"Qui touche à mon corps je le tue" de Valentine Goby

 

Qui touche à mon corps je le tue.
Auteur : Valentine Goby
Éditions : Gallimard (25 Août 2008)
ISBN : 978-2070120574
136 pages

Quatrième de couverture

«Marie G., faiseuse d'anges, dans sa cellule, condamnée à mort, l'une des dernières femmes guillotinées. Lucie L., femme avortée, dans l'obscurité de sa chambre. Henri D., exécuteur des hautes œuvres, dans l'attente du jour qui se lève. De l'aube à l'aube, trois corps en lutte pour la lumière, à la frontière de la vie et de la mort.»

Mon avis

Une couverture floue, dans les tons de rouge (est-ce volontaire pour rappeler le sang qui se trouve en filigrane des différents personnages ?), peu de pages : 136, tout se déroule en peu de temps : on commence à « l’aube » du premier jour et on finit à « l’aube » du second jour.

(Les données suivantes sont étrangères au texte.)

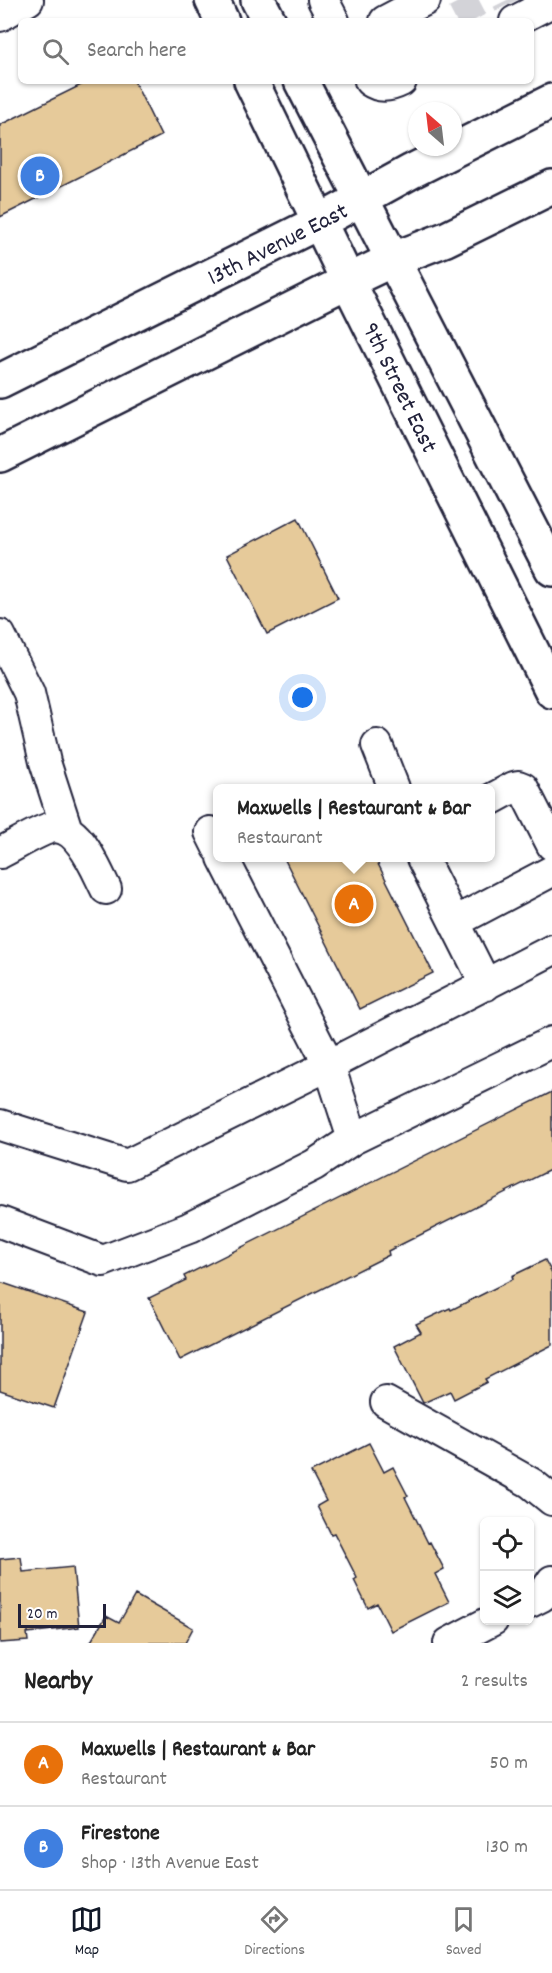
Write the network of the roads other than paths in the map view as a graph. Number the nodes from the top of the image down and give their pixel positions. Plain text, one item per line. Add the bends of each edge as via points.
1 (28, 0) edge
2 (212, 0) edge
3 (258, 0) edge
4 (323, 0) edge
5 (552, 2) edge
6 (420, 8) edge
7 (514, 15) edge
8 (0, 16) edge
9 (221, 18) edge
10 (267, 18) edge
11 (332, 18) edge
12 (393, 18) edge
13 (252, 84) edge
14 (303, 84) edge
15 (379, 84) edge
16 (396, 84) edge
17 (552, 100) edge
18 (552, 187) edge
19 (363, 199) junction
20 (319, 222) junction
21 (394, 260) junction
22 (348, 281) junction
23 (0, 381) edge
24 (0, 455) edge
25 (552, 569) edge
26 (0, 635) edge
27 (552, 691) edge
28 (377, 745) dead end
29 (392, 784) edge
30 (495, 797) edge
31 (67, 830) junction
32 (552, 845) edge
33 (0, 853) edge
34 (225, 862) edge
35 (424, 862) edge
36 (552, 871) edge
37 (106, 889) dead end
38 (455, 922) junction
39 (552, 950) edge
40 (486, 984) junction
41 (552, 1042) edge
42 (329, 1065) junction
43 (0, 1125) edge
44 (353, 1139) junction
45 (0, 1222) edge
46 (386, 1402) dead end
47 (552, 1500) edge
48 (552, 1581) edge
49 (534, 1600) edge
50 (483, 1625) edge
51 (449, 1643) edge

1 - 8 lane
2 - 9 main road
3 - 10 main road
4 - 11 lane
5 - 7 lane
6 - 12 lane
13 - 20 main road, 9th Street East
14 - 19 main road, 9th Street East
15 - 16 lane
17 - 19 main road, 13th Avenue East
18 - 21 main road
19 - 20 main road, 13th Avenue East
19 - 21 main road, 9th Street East
20 - 22 main road, 9th Street East
20 - 23 main road, 13th Avenue East
21 - 22 main road
21 - 25 main road, 9th Street East
22 - 24 main road
22 - 27 main road, 9th Street East
26 - 31 lane via 29,693 45,762
28 - 29 lane
30 - 32 lane via 514,787 523,789
31 - 33 lane via 52,828
31 - 37 lane via 80,840
34 - 42 lane
35 - 38 lane
36 - 38 lane
38 - 40 lane
39 - 40 lane
40 - 42 lane
41 - 44 lane
42 - 43 lane via 127,1165
42 - 44 lane
44 - 45 lane via 314,1165 189,1228 104,1261
46 - 47 lane via 531,1483
48 - 49 lane via 542,1596
50 - 51 lane

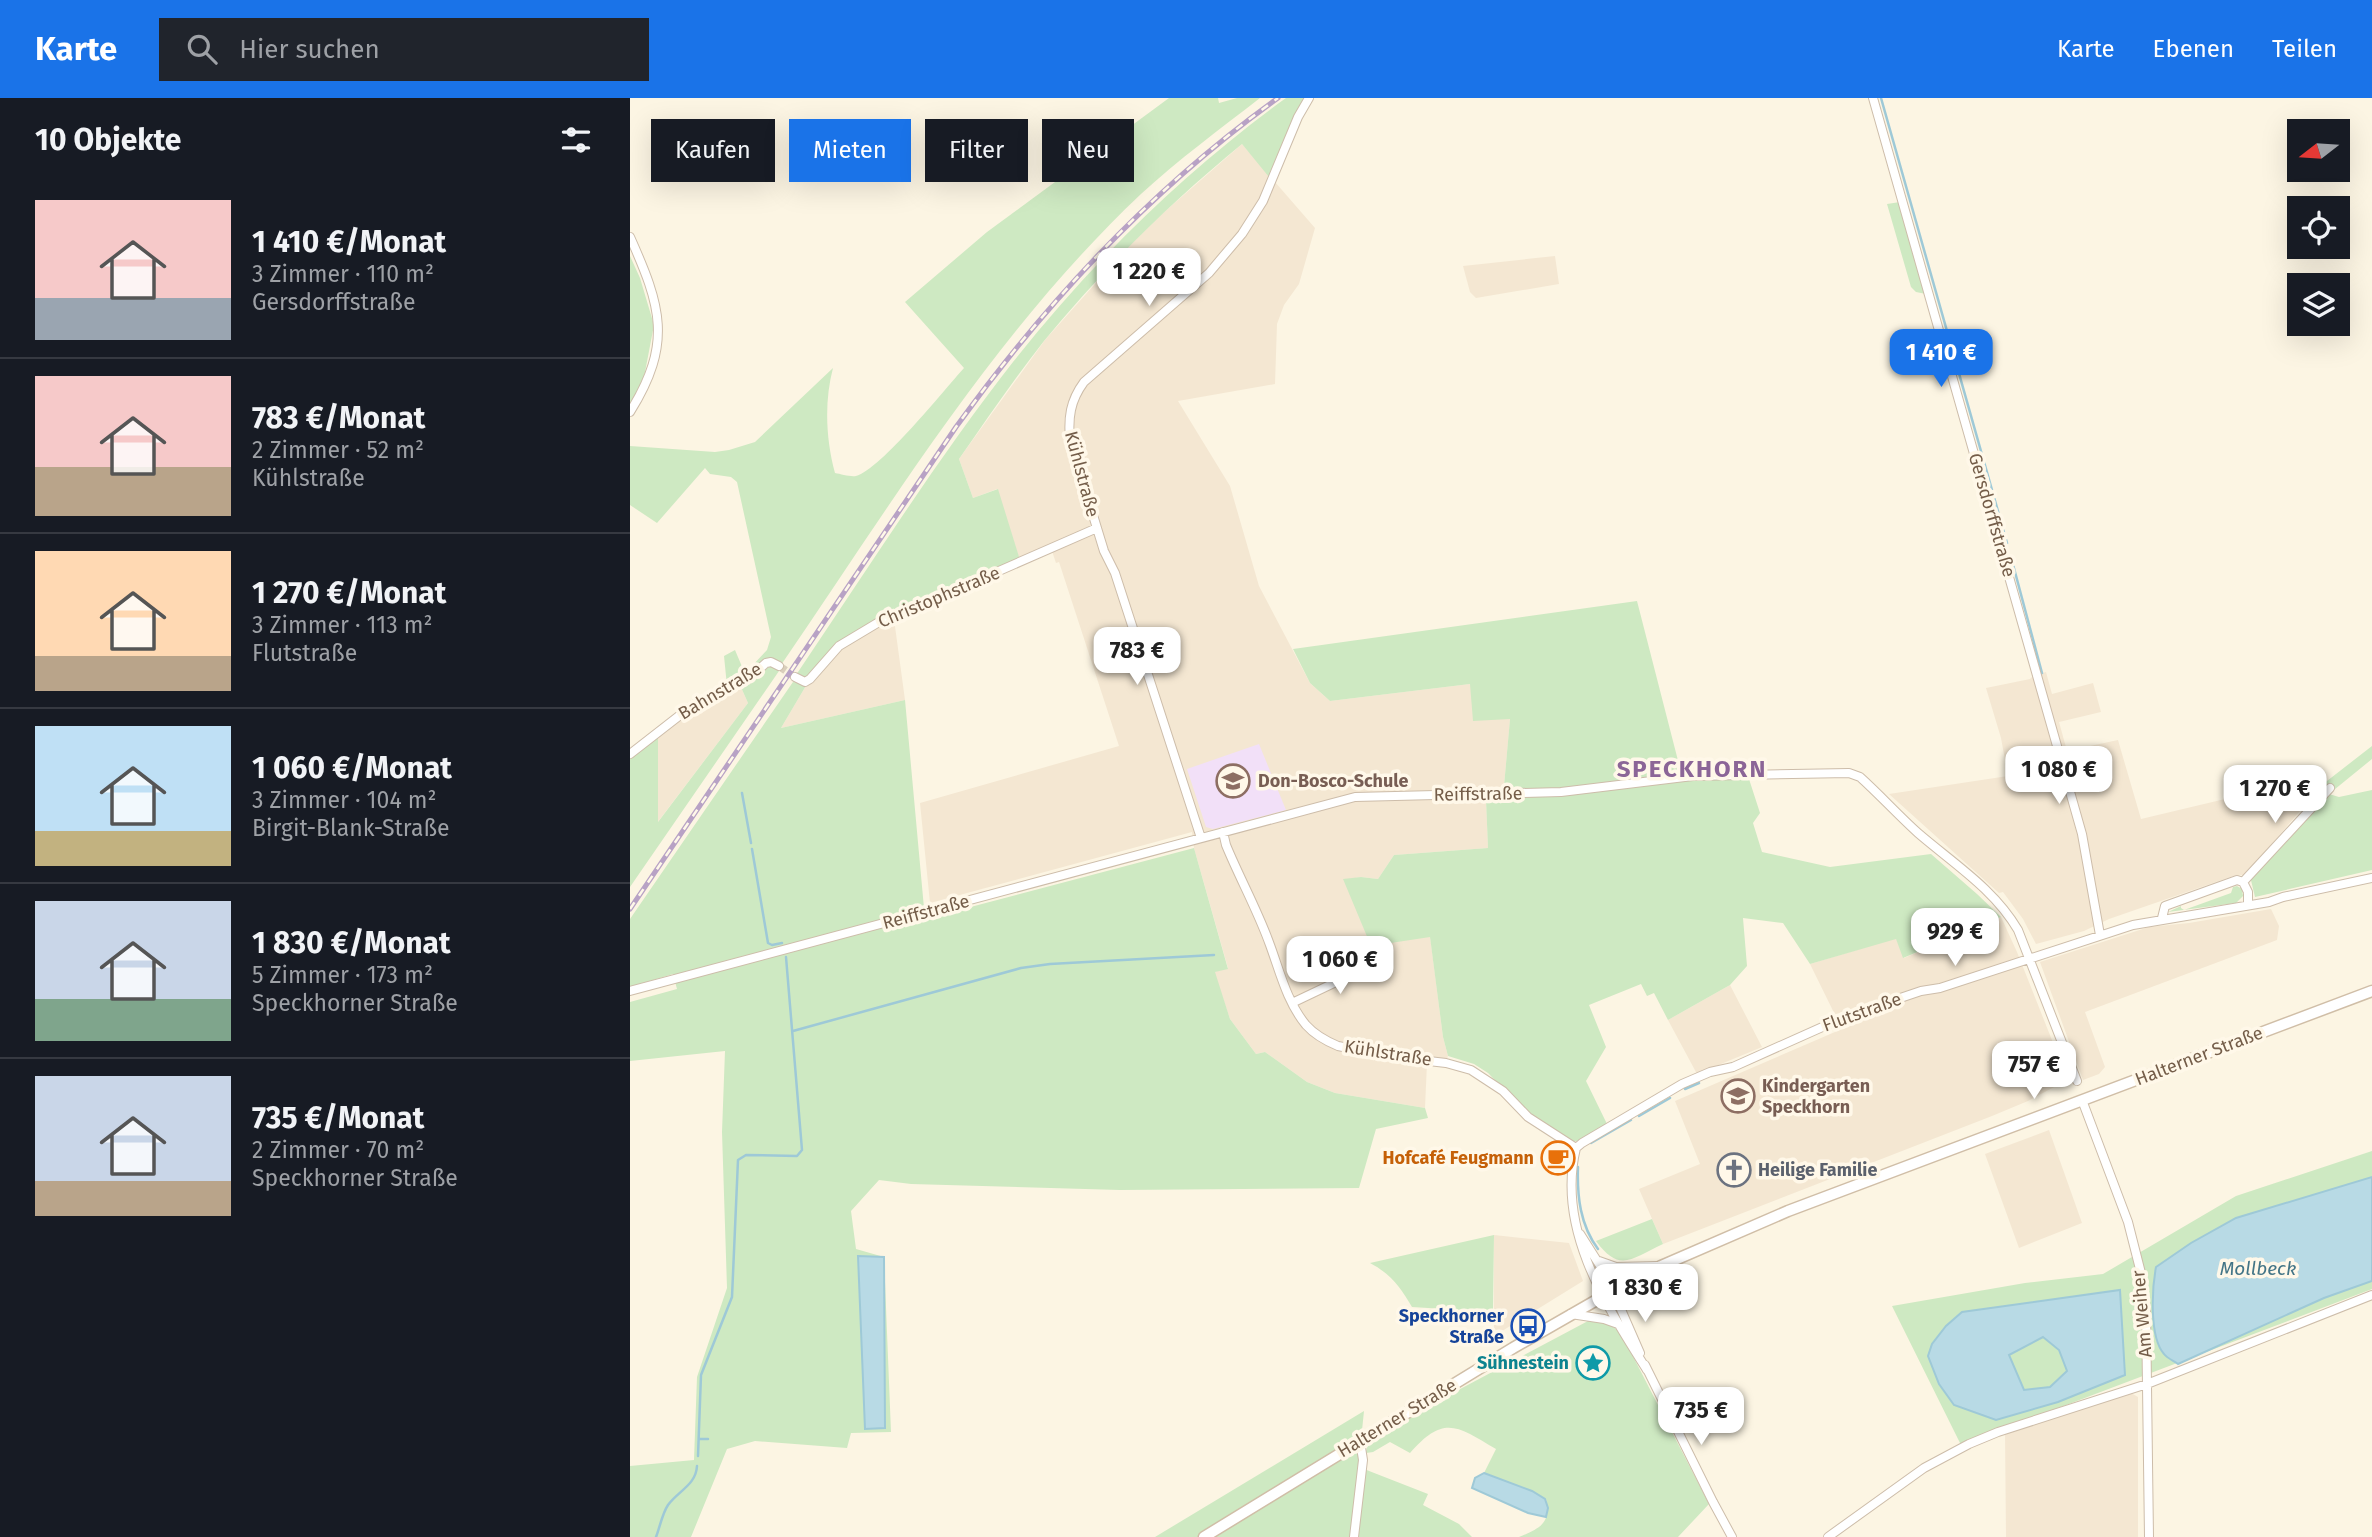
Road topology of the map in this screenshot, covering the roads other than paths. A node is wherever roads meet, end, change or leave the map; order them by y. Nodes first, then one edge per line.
1 (1309, 98) edge
2 (1874, 98) edge
3 (630, 237) edge
4 (630, 412) edge
5 (1097, 528) junction
6 (779, 666) dead end
7 (795, 677) dead end
8 (630, 754) edge
9 (2330, 788) dead end
10 (1223, 832) junction
11 (1201, 838) junction
12 (2372, 878) edge
13 (2243, 882) junction
14 (2248, 905) junction
15 (2162, 918) junction
16 (2100, 935) junction
17 (2029, 959) junction
18 (1376, 963) dead end
19 (630, 991) edge
20 (2372, 991) edge
21 (1292, 1003) junction
22 (2077, 1081) dead end
23 (2084, 1105) junction
24 (1576, 1148) junction
25 (1578, 1231) junction
26 (1598, 1261) junction
27 (1661, 1266) junction
28 (1614, 1291) junction
29 (2372, 1295) edge
30 (1602, 1297) junction
31 (1571, 1314) junction
32 (1618, 1324) junction
33 (1647, 1370) junction
34 (2147, 1384) junction
35 (1360, 1441) junction
36 (1204, 1537) edge
37 (1354, 1537) edge
38 (1732, 1537) edge
39 (1828, 1537) edge
40 (2149, 1537) edge

1 - 5 street, Kühlstraße
2 - 16 street, Gersdorffstraße
3 - 4 street
5 - 7 street, Christophstraße
5 - 11 street, Kühlstraße
6 - 8 street, Bahnstraße
9 - 13 street
10 - 11 street, Reiffstraße
10 - 17 street, Reiffstraße
10 - 21 street, Kühlstraße
11 - 19 street, Reiffstraße
12 - 14 street, Flutstraße
13 - 14 street
13 - 15 street
14 - 15 street, Flutstraße
15 - 16 street, Flutstraße
16 - 17 street, Flutstraße
17 - 22 street, Reiffstraße
17 - 24 street, Flutstraße
18 - 21 street
20 - 23 main road, Halterner Straße
21 - 24 street, Kühlstraße
23 - 27 main road, Halterner Straße
23 - 34 street, Am Weiher
24 - 25 street
25 - 26 street
25 - 30 street
26 - 27 street
26 - 28 street
27 - 28 main road, Halterner Straße
28 - 30 main road, Halterner Straße
28 - 33 street
29 - 34 street
30 - 31 main road, Halterner Straße
30 - 32 street
31 - 32 street
31 - 35 main road, Halterner Straße
32 - 33 street
33 - 38 street
34 - 39 street
34 - 40 street, Am Weiher
35 - 36 main road, Halterner Straße
35 - 37 street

Pendant ces vingt-quatre heures, on va suivre les trois personnages, chacun désigné par un prénom et l’initiale de son nom. Des passages écrits en italiques avec leurs pensées respectives. Roman à quatre voix : la narratrice et les trois personnages.

Les personnages sont reliés par la mort. C’est dérangeant dans le principe, ça bouscule, ça révolte, ça fait réfléchir mais je ne pense pas que ça puisse laisser indifférent.

On sait, avant de commencer le roman, ce qu’ils sont et quel va être leur rôle.

Marie, Lucie et Henri ne sont « rien » mais ils nous interpellent.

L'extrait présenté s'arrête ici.